Thursday, September 29, 2011

Gestalt approach to perception

The Gestalt approach to perception is very interesting. It basically says that the whole differs from the sum of its parts. Gestalt psychology tries to explain perceptual organization, which involves the grouping of elements in an image to create larger objects, through six laws of organization.

The law of prananz or the law of simplicity is the fundamental law of Gestalt psychology. It says that every stimulus pattern is seen in such a way that the resulting structure is as simple as possible.

Here we see five circles connected together, not just the individual circles or one big object. We see the simplest form of the object and know that they are connected together to form an object that we know as the Olympic rings.

The law of similarity says that similar things appear to be grouped together.

Here we see a circles and triangles, but we tend to group them together as two rows of triangles and two rows of circles because of the law of similarity.

The law of good continuation states that points when connected result in straight or smooth curing lines are seen as belonging together and the lines tend to be seen in such a way as to follow the smoothest path.

We still see a triangle from this image even though it is made up of different color segments and each segment seems to end, but we are able to realize that whole thing is a triangle.

The law of proximity or nearness is that things that are near each other appear to be grouped together.

This image is made up of random dots, but we tend to group them into two sections: a triangle of dots of the right and a cluster ovalish figure on the left.
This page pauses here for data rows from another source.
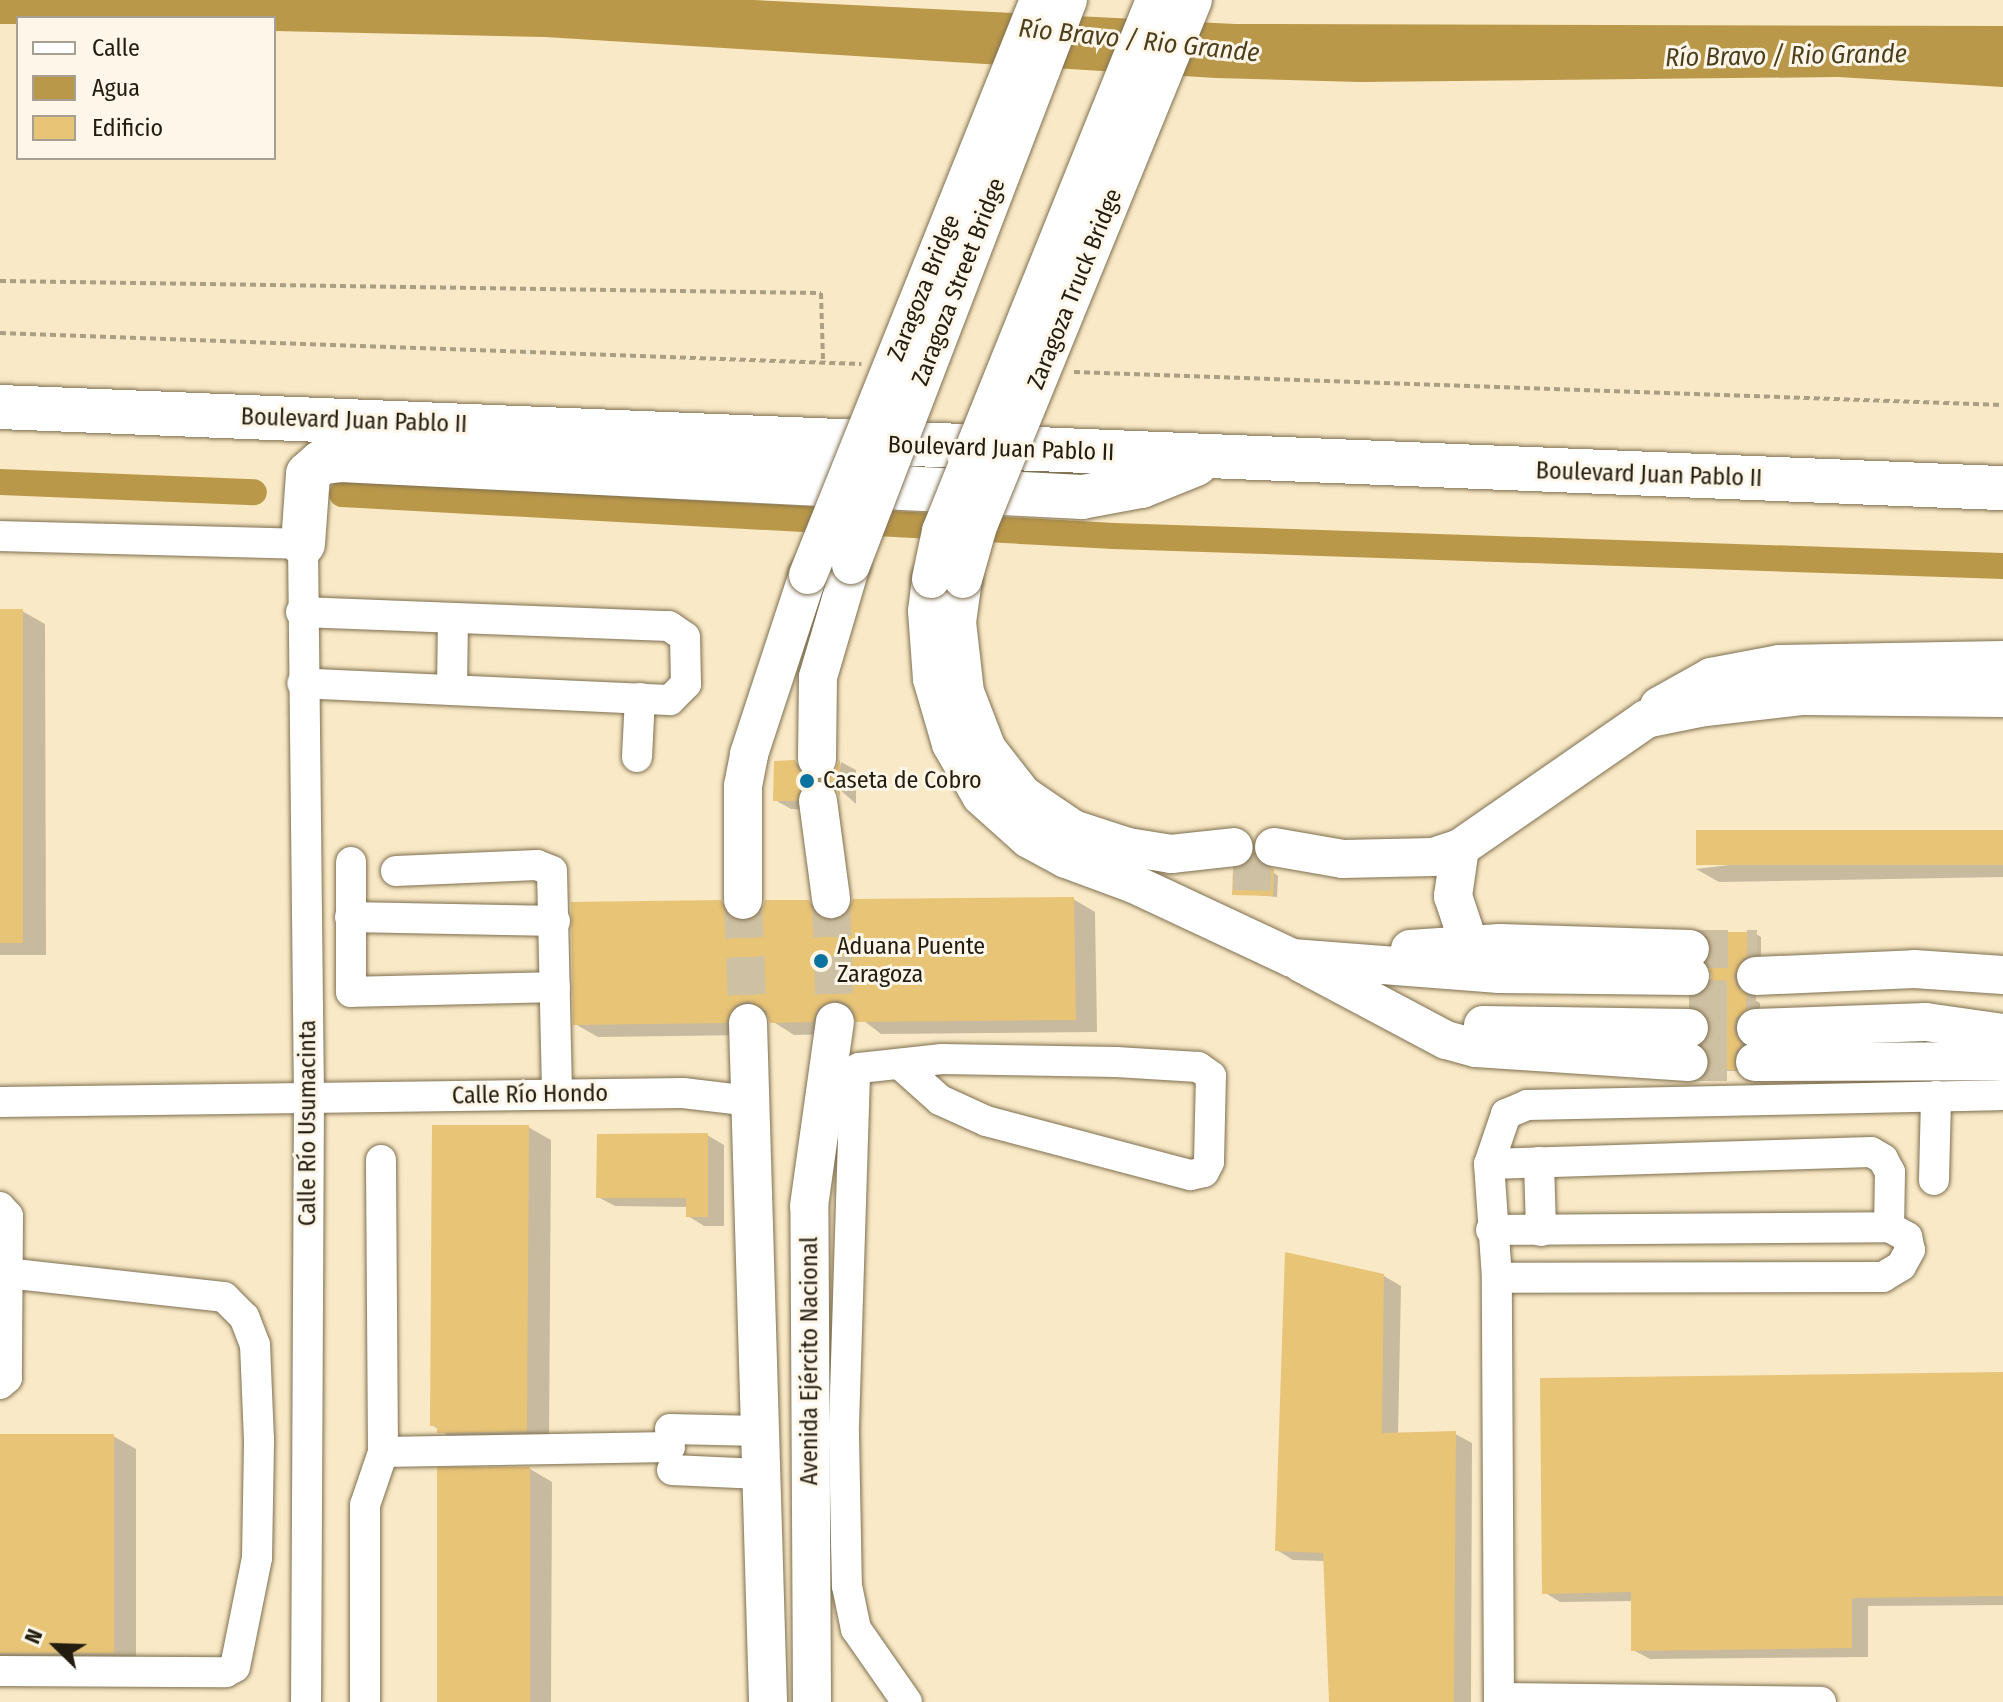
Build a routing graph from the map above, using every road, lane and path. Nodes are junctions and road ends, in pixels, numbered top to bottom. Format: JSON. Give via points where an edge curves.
{"nodes":[{"id":1,"x":1155,"y":0,"type":"edge"},
{"id":2,"x":1193,"y":0,"type":"edge"},
{"id":3,"x":1063,"y":3,"type":"edge"},
{"id":4,"x":0,"y":281,"type":"edge"},
{"id":5,"x":823,"y":363,"type":"dead end"},
{"id":6,"x":0,"y":407,"type":"edge"},
{"id":7,"x":1211,"y":458,"type":"junction"},
{"id":8,"x":2003,"y":488,"type":"edge"},
{"id":9,"x":0,"y":536,"type":"edge"},
{"id":10,"x":303,"y":544,"type":"junction"},
{"id":11,"x":947,"y":579,"type":"junction"},
{"id":12,"x":301,"y":612,"type":"junction"},
{"id":13,"x":453,"y":619,"type":"junction"},
{"id":14,"x":2003,"y":660,"type":"edge"},
{"id":15,"x":302,"y":683,"type":"junction"},
{"id":16,"x":452,"y":690,"type":"junction"},
{"id":17,"x":640,"y":698,"type":"junction"},
{"id":18,"x":2003,"y":698,"type":"edge"},
{"id":19,"x":1646,"y":719,"type":"junction"},
{"id":20,"x":637,"y":757,"type":"dead end"},
{"id":21,"x":817,"y":759,"type":"dead end"},
{"id":22,"x":818,"y":801,"type":"dead end"},
{"id":23,"x":1460,"y":848,"type":"junction"},
{"id":24,"x":1233,"y":859,"type":"tunnel mouth"},
{"id":25,"x":1274,"y":859,"type":"tunnel mouth"},
{"id":26,"x":351,"y":862,"type":"dead end"},
{"id":27,"x":396,"y":871,"type":"dead end"},
{"id":28,"x":831,"y":899,"type":"tunnel mouth"},
{"id":29,"x":743,"y":900,"type":"tunnel mouth"},
{"id":30,"x":350,"y":917,"type":"junction"},
{"id":31,"x":555,"y":921,"type":"junction"},
{"id":32,"x":1469,"y":944,"type":"junction"},
{"id":33,"x":2003,"y":949,"type":"edge"},
{"id":34,"x":1292,"y":958,"type":"junction"},
{"id":35,"x":1927,"y":971,"type":"junction"},
{"id":36,"x":2003,"y":975,"type":"edge"},
{"id":37,"x":555,"y":987,"type":"junction"},
{"id":38,"x":1689,"y":1003,"type":"junction"},
{"id":39,"x":1756,"y":1003,"type":"junction"},
{"id":40,"x":1887,"y":1004,"type":"junction"},
{"id":41,"x":835,"y":1022,"type":"tunnel mouth"},
{"id":42,"x":1926,"y":1022,"type":"junction"},
{"id":43,"x":748,"y":1023,"type":"tunnel mouth"},
{"id":44,"x":2003,"y":1033,"type":"edge"},
{"id":45,"x":2003,"y":1061,"type":"edge"},
{"id":46,"x":902,"y":1066,"type":"junction"},
{"id":47,"x":557,"y":1094,"type":"junction"},
{"id":48,"x":2003,"y":1095,"type":"edge"},
{"id":49,"x":1936,"y":1096,"type":"junction"},
{"id":50,"x":309,"y":1098,"type":"junction"},
{"id":51,"x":750,"y":1101,"type":"junction"},
{"id":52,"x":0,"y":1102,"type":"edge"},
{"id":53,"x":381,"y":1160,"type":"dead end"},
{"id":54,"x":1539,"y":1162,"type":"junction"},
{"id":55,"x":1489,"y":1164,"type":"junction"},
{"id":56,"x":1934,"y":1180,"type":"dead end"},
{"id":57,"x":0,"y":1207,"type":"edge"},
{"id":58,"x":1889,"y":1227,"type":"junction"},
{"id":59,"x":1491,"y":1230,"type":"junction"},
{"id":60,"x":1541,"y":1231,"type":"junction"},
{"id":61,"x":4,"y":1258,"type":"edge"},
{"id":62,"x":1497,"y":1278,"type":"junction"},
{"id":63,"x":3,"y":1324,"type":"edge"},
{"id":64,"x":0,"y":1384,"type":"edge"},
{"id":65,"x":760,"y":1431,"type":"junction"},
{"id":66,"x":671,"y":1449,"type":"junction"},
{"id":67,"x":383,"y":1452,"type":"junction"},
{"id":68,"x":760,"y":1474,"type":"junction"},
{"id":69,"x":0,"y":1671,"type":"edge"},
{"id":70,"x":1499,"y":1700,"type":"edge"},
{"id":71,"x":306,"y":1702,"type":"edge"},
{"id":72,"x":365,"y":1702,"type":"edge"},
{"id":73,"x":768,"y":1702,"type":"edge"},
{"id":74,"x":812,"y":1702,"type":"edge"},
{"id":75,"x":907,"y":1702,"type":"edge"},
{"id":76,"x":1821,"y":1702,"type":"edge"}],
"edges":[{"from":1,"to":11,"type":"main road","name":"Zaragoza Truck Bridge","bridge":true,"via":[[941,531]]},
{"from":2,"to":11,"type":"main road","name":"Zaragoza Truck Bridge","bridge":true,"via":[[978,526]]},
{"from":3,"to":21,"type":"main road","name":"Zaragoza Street Bridge","bridge":true,"via":[[851,565],[818,677]]},
{"from":3,"to":29,"type":"main road","name":"Zaragoza Bridge","bridge":true,"via":[[808,575],[749,754],[743,786]]},
{"from":4,"to":5,"type":"path","via":[[821,293]]},
{"from":6,"to":7,"type":"highway","name":"Boulevard Juan Pablo II"},
{"from":7,"to":8,"type":"highway","name":"Boulevard Juan Pablo II"},
{"from":7,"to":10,"type":"highway","via":[[1141,486],[1082,497],[341,460],[322,462],[308,474]]},
{"from":9,"to":10,"type":"street"},
{"from":10,"to":12,"type":"street","name":"Calle Río Usumacinta"},
{"from":11,"to":24,"type":"main road","via":[[965,692],[987,749],[1023,795],[1073,829],[1128,847]]},
{"from":11,"to":34,"type":"main road","via":[[928,643],[940,714],[981,796],[1029,839],[1066,859],[1134,884]]},
{"from":12,"to":13,"type":"street"},
{"from":12,"to":15,"type":"street","name":"Calle Río Usumacinta"},
{"from":13,"to":16,"type":"street"},
{"from":13,"to":17,"type":"street","via":[[679,629],[685,637],[686,684],[681,695],[670,700]]},
{"from":14,"to":19,"type":"main road","via":[[1779,664],[1691,685]]},
{"from":15,"to":16,"type":"street"},
{"from":15,"to":50,"type":"street","name":"Calle Río Usumacinta"},
{"from":16,"to":17,"type":"street"},
{"from":17,"to":20,"type":"street"},
{"from":18,"to":19,"type":"main road","via":[[1803,696]]},
{"from":19,"to":23,"type":"main road"},
{"from":22,"to":28,"type":"main road"},
{"from":23,"to":25,"type":"main road","via":[[1433,857]]},
{"from":23,"to":32,"type":"main road","via":[[1453,896]]},
{"from":26,"to":30,"type":"street"},
{"from":27,"to":31,"type":"street","via":[[542,865],[555,879]]},
{"from":30,"to":31,"type":"street"},
{"from":30,"to":37,"type":"street","via":[[348,986],[354,993]]},
{"from":31,"to":37,"type":"street"},
{"from":32,"to":34,"type":"main road"},
{"from":32,"to":38,"type":"main road"},
{"from":33,"to":39,"type":"main road","via":[[1816,954]]},
{"from":34,"to":38,"type":"main road","via":[[1499,974]]},
{"from":34,"to":38,"type":"main road","via":[[1446,1040],[1476,1048]]},
{"from":35,"to":36,"type":"main road"},
{"from":35,"to":39,"type":"main road"},
{"from":35,"to":40,"type":"main road"},
{"from":37,"to":47,"type":"street"},
{"from":39,"to":40,"type":"main road"},
{"from":39,"to":42,"type":"main road"},
{"from":39,"to":45,"type":"main road"},
{"from":40,"to":42,"type":"main road"},
{"from":41,"to":74,"type":"main road","name":"Avenida Ejército Nacional","via":[[809,1206]]},
{"from":42,"to":44,"type":"main road"},
{"from":43,"to":51,"type":"main road","name":"Avenida Ejército Nacional"},
{"from":46,"to":46,"type":"street","via":[[942,1059],[1203,1068],[1211,1076],[1207,1168],[1191,1175],[986,1121],[940,1100]]},
{"from":46,"to":75,"type":"street","via":[[859,1068],[855,1075],[844,1435],[847,1586],[856,1629]]},
{"from":47,"to":50,"type":"street","name":"Calle Río Hondo"},
{"from":47,"to":51,"type":"street","name":"Calle Río Hondo","via":[[683,1093]]},
{"from":48,"to":49,"type":"street"},
{"from":49,"to":55,"type":"street","via":[[1527,1105],[1506,1114]]},
{"from":49,"to":56,"type":"street"},
{"from":50,"to":52,"type":"street","name":"Calle Río Hondo"},
{"from":50,"to":71,"type":"street","name":"Calle Río Usumacinta"},
{"from":51,"to":65,"type":"main road","name":"Avenida Ejército Nacional"},
{"from":53,"to":67,"type":"street"},
{"from":54,"to":55,"type":"street"},
{"from":54,"to":58,"type":"street","via":[[1871,1152],[1890,1172]]},
{"from":54,"to":60,"type":"street"},
{"from":55,"to":59,"type":"street"},
{"from":57,"to":61,"type":"street","via":[[8,1216]]},
{"from":58,"to":60,"type":"street"},
{"from":58,"to":62,"type":"street","via":[[1907,1237],[1910,1250],[1901,1266],[1883,1277]]},
{"from":59,"to":60,"type":"street"},
{"from":59,"to":62,"type":"street"},
{"from":61,"to":63,"type":"street"},
{"from":61,"to":69,"type":"street","via":[[204,1293],[236,1305],[255,1345],[259,1455],[257,1558],[235,1667],[226,1672]]},
{"from":62,"to":70,"type":"street"},
{"from":63,"to":64,"type":"street","via":[[7,1378]]},
{"from":65,"to":66,"type":"street"},
{"from":65,"to":68,"type":"main road","name":"Avenida Ejército Nacional"},
{"from":66,"to":67,"type":"street"},
{"from":66,"to":68,"type":"street"},
{"from":67,"to":72,"type":"street","via":[[365,1505]]},
{"from":68,"to":73,"type":"main road","name":"Avenida Ejército Nacional"},
{"from":70,"to":76,"type":"street"}]}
The law of common fate says that things that are moving in the same direction appear to be grouped together.

All of the cars are driving the same way down a highway, moving in the same direction making them appear to be grouped together.

The law of familiarity states that things that form patterns that are familiar or meaningful are likely to be grouped together.

This painting plays off of the law of familiarity by patterns of eyes, noses, checks, and chins being used to form faces in the forest. There are 13 faces hidden in the picture. I found 12, how many can you find?